Could it be that he is really covering feelings of being nervous and insecure?
“Sometimes,” Van Exel said during a quiet moment, “I think it is.”
THE WINNER
He couldn’t even get noticed in Kenosha by the nearby big school, Marquette, and got only two letters from Wisconsin.
Instead of signing with Ball State or Kent or some other smaller school, Van Exel went to junior college, hoping to build his stock for one of the major schools. He chose Trinity Valley Community College in Texas, lured by the chance to play with another recruit, Shawn Kemp. A week later, Kemp declared for the NBA draft and Van Exel endured two years of what he called “the worst experience of my life.”

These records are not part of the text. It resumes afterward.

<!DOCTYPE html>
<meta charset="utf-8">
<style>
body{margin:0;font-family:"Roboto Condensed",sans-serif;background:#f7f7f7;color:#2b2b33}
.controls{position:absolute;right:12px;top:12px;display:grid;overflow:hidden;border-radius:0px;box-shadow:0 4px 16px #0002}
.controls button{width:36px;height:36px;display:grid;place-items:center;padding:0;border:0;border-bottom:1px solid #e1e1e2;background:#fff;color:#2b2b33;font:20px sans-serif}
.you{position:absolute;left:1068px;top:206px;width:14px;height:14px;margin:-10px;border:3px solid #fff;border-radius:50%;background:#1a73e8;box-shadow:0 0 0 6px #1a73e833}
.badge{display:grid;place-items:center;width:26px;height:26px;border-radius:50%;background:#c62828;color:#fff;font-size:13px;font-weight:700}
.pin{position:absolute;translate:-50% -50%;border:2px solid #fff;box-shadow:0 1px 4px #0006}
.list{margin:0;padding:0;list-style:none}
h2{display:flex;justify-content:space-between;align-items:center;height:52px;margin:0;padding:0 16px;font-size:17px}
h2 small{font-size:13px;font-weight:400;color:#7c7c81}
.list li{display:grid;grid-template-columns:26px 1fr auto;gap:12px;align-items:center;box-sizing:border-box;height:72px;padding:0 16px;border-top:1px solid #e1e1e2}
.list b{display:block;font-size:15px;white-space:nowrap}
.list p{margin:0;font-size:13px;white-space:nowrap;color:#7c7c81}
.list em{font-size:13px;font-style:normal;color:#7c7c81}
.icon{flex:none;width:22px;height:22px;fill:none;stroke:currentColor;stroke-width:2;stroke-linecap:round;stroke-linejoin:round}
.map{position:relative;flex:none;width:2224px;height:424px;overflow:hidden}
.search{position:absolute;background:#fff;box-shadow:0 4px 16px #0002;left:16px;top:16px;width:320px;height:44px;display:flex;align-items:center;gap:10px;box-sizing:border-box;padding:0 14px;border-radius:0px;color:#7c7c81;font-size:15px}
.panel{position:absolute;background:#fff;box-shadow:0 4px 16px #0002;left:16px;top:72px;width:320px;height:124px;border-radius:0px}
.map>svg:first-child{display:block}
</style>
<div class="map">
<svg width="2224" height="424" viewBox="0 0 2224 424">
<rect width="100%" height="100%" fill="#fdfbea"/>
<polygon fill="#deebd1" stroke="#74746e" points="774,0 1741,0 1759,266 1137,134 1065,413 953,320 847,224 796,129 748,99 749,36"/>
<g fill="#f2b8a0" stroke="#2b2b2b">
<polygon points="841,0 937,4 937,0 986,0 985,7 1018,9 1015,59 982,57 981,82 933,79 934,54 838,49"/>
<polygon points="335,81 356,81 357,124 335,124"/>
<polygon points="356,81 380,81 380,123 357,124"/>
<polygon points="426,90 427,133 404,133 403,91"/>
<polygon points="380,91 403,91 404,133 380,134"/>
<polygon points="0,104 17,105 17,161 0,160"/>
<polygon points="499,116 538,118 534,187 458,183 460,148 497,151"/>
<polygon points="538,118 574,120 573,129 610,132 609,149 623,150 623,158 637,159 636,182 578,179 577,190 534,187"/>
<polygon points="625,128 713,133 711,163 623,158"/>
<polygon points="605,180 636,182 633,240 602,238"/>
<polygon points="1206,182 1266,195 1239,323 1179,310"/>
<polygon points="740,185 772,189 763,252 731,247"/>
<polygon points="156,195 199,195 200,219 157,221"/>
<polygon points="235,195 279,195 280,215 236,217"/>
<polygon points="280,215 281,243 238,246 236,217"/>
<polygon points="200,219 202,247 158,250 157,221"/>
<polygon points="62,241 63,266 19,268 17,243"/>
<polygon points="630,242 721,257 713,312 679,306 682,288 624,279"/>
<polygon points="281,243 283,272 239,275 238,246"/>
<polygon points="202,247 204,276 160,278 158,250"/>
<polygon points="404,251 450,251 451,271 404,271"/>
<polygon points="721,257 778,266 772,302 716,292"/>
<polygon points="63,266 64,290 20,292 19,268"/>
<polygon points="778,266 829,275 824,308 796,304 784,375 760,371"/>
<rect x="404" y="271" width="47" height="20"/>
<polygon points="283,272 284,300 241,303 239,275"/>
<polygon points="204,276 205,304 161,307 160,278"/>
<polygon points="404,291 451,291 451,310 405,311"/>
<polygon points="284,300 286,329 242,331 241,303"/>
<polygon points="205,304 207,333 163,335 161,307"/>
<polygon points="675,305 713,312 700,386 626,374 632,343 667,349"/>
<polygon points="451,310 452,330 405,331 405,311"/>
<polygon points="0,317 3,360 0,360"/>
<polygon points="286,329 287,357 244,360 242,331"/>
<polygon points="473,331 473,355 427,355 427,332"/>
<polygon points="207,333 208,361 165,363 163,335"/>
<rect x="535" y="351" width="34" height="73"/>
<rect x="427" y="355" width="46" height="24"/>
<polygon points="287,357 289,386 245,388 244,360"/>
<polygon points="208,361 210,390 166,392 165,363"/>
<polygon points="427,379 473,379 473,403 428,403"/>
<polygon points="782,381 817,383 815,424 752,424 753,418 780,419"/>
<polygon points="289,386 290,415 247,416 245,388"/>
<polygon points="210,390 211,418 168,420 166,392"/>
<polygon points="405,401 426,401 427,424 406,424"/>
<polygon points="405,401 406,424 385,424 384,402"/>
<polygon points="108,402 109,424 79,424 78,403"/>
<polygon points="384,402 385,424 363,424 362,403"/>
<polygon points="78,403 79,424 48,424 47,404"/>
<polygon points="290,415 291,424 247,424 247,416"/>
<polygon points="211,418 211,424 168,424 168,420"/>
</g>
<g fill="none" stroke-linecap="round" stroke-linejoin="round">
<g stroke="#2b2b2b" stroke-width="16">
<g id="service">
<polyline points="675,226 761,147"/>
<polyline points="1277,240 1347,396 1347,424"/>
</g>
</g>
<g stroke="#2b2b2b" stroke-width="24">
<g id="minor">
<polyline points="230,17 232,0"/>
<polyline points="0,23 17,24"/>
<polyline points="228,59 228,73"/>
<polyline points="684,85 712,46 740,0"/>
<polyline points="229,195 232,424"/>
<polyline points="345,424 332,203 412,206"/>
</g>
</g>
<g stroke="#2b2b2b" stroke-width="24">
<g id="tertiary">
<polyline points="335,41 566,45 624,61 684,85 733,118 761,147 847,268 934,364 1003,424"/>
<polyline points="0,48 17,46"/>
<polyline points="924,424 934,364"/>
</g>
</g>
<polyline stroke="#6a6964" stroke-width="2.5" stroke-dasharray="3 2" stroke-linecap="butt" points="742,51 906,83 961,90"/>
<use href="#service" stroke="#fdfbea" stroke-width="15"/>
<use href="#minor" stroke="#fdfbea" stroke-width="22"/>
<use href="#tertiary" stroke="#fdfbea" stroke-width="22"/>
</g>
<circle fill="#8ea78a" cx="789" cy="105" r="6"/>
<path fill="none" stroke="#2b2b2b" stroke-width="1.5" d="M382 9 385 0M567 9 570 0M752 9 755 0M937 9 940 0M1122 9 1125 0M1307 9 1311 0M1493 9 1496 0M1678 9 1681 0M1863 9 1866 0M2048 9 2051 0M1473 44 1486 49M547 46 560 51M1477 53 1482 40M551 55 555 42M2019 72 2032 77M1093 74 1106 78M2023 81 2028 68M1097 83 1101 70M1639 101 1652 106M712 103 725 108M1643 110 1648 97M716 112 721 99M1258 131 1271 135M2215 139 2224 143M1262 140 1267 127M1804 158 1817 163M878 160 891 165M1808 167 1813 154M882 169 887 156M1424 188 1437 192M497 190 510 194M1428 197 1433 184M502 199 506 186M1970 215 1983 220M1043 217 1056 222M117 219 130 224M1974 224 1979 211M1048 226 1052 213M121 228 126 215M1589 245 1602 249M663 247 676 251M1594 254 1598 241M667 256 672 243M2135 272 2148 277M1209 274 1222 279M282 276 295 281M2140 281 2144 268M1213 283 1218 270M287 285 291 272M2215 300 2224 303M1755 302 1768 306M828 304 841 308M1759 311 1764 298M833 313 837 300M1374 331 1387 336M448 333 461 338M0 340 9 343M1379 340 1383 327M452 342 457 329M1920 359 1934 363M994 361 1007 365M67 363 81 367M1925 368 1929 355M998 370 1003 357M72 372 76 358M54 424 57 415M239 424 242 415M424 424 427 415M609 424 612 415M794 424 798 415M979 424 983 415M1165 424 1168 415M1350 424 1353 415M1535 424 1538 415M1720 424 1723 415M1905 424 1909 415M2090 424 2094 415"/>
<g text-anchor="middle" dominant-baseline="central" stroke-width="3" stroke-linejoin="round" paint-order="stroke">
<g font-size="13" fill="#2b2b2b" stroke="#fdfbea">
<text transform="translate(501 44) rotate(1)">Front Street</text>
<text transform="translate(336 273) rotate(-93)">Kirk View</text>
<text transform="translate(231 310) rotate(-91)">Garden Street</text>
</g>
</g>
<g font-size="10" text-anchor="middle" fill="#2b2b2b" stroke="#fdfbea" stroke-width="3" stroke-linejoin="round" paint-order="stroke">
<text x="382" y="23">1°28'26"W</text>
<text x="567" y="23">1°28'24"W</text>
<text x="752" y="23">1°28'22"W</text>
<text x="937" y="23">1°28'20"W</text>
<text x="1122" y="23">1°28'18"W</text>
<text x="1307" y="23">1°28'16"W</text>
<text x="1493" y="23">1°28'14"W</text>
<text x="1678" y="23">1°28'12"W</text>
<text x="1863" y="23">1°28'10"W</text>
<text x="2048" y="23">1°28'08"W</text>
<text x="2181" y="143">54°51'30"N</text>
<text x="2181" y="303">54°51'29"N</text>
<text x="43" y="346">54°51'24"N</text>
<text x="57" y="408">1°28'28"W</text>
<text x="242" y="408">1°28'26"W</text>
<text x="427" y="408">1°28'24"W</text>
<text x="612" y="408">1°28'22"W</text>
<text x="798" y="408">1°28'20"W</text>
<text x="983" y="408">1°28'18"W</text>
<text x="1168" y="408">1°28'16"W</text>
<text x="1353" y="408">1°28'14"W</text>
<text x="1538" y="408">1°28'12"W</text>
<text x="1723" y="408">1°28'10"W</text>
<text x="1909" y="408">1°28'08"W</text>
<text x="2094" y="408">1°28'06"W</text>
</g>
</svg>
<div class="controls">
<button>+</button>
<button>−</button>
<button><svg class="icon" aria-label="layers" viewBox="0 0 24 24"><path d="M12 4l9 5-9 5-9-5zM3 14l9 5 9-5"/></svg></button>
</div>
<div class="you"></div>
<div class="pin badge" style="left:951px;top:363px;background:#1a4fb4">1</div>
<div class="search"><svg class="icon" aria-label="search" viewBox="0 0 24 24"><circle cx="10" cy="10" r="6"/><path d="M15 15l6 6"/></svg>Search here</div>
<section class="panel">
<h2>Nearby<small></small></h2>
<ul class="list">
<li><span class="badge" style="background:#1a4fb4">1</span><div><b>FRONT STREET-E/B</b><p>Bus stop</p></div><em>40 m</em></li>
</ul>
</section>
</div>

He got into fights, had some academic difficulties, a bad relationship with Coach Leon Spencer and almost got kicked out of school. But he did get the big schools to take notice. Arkansas and Tennessee, among others, came calling, before Van Exel chose Cincinnati, largely because the Bearcats had moved into the Great Midwest Conference, and that meant playing at Marquette and DePaul, both close to Kenosha.
His dream was to play on television, and he got his wish. Cincinnati went 18-2 after he took over at point guard as a junior and went to the Final Four, then reached the regional finals in 1993.
During that senior season, some said he could be drafted as high as the teens. Then came the well publicized botched workouts with the Charlotte Hornets, when he missed one flight because his girlfriend had been in a car wreck, and another when there was a miscommunication with Dutt’s secretary, and things went into a tailspin.
On draft day, the teens became the 20s and the 20s became the 30s and Van Exel was still available, by that time hanging out in the kitchen drinking beer and not even watching the proceedings. One guy was crying with disappointment.
The Lakers really wanted another point guard, Lindsey Hunter. When Detroit grabbed Hunter two picks ahead of them, the Lakers chose George Lynch of North Carolina.
Then they got Van Exel in the second round, No. 37, then watched him make the rest of the summer league sorry before the season had started.
A few months later, Van Exel is the only Laker to have started every game, is second only to Orlando’s Anfernee Hardaway among rookies in assists, is tied with teammate Sedale Threatt for second place among all players in assist-to-turnover ratio and is certain to be voted Thursday to the first rookie all-star game, to be played Feb. 12 in Minneapolis.
“For me to be playing basketball for a job, that’s the best thing in the world that could happen to me,” Van Exel said. “I live basketball. I dream basketball.”
He lives it, he dreams it, he walks it, he talks it. He does it for all to see . . . and hear.